O VOO DE COLOMBO

Por Paulo Cezar S. Ventura
pcventura@gmail.com

Desde garoto Colombo gostava de subir qualquer coisa escalável. Com menos de um ano, engatinhando, subiu em uma cadeira à beirada de uma mesa, depois na mesa e chegou à janela. Com grades, ainda bem. Aos dois anos foi pego no alto da cortina da sala, escalou-a como se fosse uma corda. Daí a subir as torres da Cemig, para desespero de sua mãe, foi um pulo, quase literalmente.

Subiu montanhas, escalou falésias, se equilibrou em corda bamba, trabalhou no circo, suas ocupações sempre traziam esse interesse quase obsessivo pelas alturas. Quando foi procurar trabalho obviamente escolheu um que lhe permitia olhar as pessoas de cima, do alto de seu pedestal, como se fossem formigas carregando os jardins para casa, cada um a seu jeito. Ele sempre imaginava que, como pequenas formigas, as pessoas carregavam suas pequenas conquistas para casa e as guardavam como se fungos se tornassem e o bolor consequente os alimentasse ou os entorpecesse.

Não era exatamente a vida que queria. Só lhe faltavam asas para sua transformação em um ser humano da categoria dos himenópteros, ou dos columbídeos, bastando decidir se preferia ser inseto ou ave. Imaginava que seus pais já decidiram por ele. Colombo deve ser uma palavra derivada de columbídeo, pois, em língua francesa “colombe” é aquela ave universal conhecida no Brasil como pombo. Então, por que não voar como uma columbídea? Ou paloma, em língua espanhola? Gostava da expressão “paloma mensajera”, ou pombo-correio.

Em sua maturidade Colombo foi trabalhar na construção civil. Percebeu que suas habilidades alpinísticas o diferenciavam na profissão.
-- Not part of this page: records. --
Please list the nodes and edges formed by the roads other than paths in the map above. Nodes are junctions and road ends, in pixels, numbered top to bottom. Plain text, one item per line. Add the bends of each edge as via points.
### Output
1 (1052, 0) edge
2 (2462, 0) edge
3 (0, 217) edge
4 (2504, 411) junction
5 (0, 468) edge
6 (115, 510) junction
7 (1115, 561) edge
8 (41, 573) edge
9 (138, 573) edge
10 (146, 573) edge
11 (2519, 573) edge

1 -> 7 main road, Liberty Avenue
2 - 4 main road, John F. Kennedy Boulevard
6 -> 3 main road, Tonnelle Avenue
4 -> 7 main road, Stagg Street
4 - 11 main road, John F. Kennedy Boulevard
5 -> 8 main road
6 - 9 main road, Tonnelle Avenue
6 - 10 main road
Rapidamente subia nas alturas dos prédios em andamento, mesmo carregando um saco de cimento nas costas. Um empregado modelo, preferido pelos mestres de obra. Era querido também pelos colegas, que achavam diferente, um voado, sempre alegre. Tinha uma qualidade rara, intrínseca à sua personalidade: era querido pelas aves. Sempre haviam pássaros em seu entorno. Ele os alimentava, óbvio. Alguns pássaros o acompanhavam de uma obra à outra. Principalmente aquela pomba azul.

Pomba azul? Existe isso? Tal como o cisne negro, a gente pensa que não existem até vermos um. A partir dessa visão, essas raridades passam a nos acompanhar pela vida. Colombo deu até um nome para a pomba azul. Era Colombina. Formavam uma dupla, Colombo e Colombina. Ele até aprendeu a falar arrulhez, para emitir arrulhos tais que a Colombina. Deu certo, pois ela sempre aparecia quando ele começava a arrulhar.

Um dia, a Colombina azul não apareceu o que deixou Colombo preocupado. Não conseguiu trabalhar direito naquele dia. Recebeu com mau humor, raro mau humor, os deboches dos colegas.

— Está solteiro hoje, Colombo? Sua Colombina arrumou outro marido?

Fingiu não ligar, mas seu mutismo não era normal. Estava deveras preocupado. Passou o dia olhando o horizonte, arregalando os olhos na tentativa de ver ao longe se sua ave se aproximava. Nada. O sol já estava no meio de sua descida para se esconder atrás das montanhas distantes, desenhando no céu o pedaço diário de seu analema, quando ela chegou, machucada. Colombo tentou cuidar da bichinha, mas ela se manteve distante, ferida, dolorida.

De repente surgiu uma ave de rapina, um gavião ou um carcará, provavelmente o mesmo que a ferira, e desferiu mais um golpe em suas asas já sangrentas. Colombina tentou voar e caiu das alturas do prédio em construção. Colombo não teve dúvidas. Saltou, sem as asas dos columbídeos ou dos himenópteros. Esqueceu-se deste pequeno detalhe: suas asas eram apenas imaginárias e não suportavam o peso da queda. Morreu na contra mão sob os olhares assustados dos colegas peões da construção. A luz do sol do fim de tarde deu um colorido especial à cena, digna de um Sigaud, quiçá um Portinari, já que os dois eram amigos. De místico, virou música, do Buarque, que não sabia dessa Colombina, apenas de outra, da Noite dos Mascarados.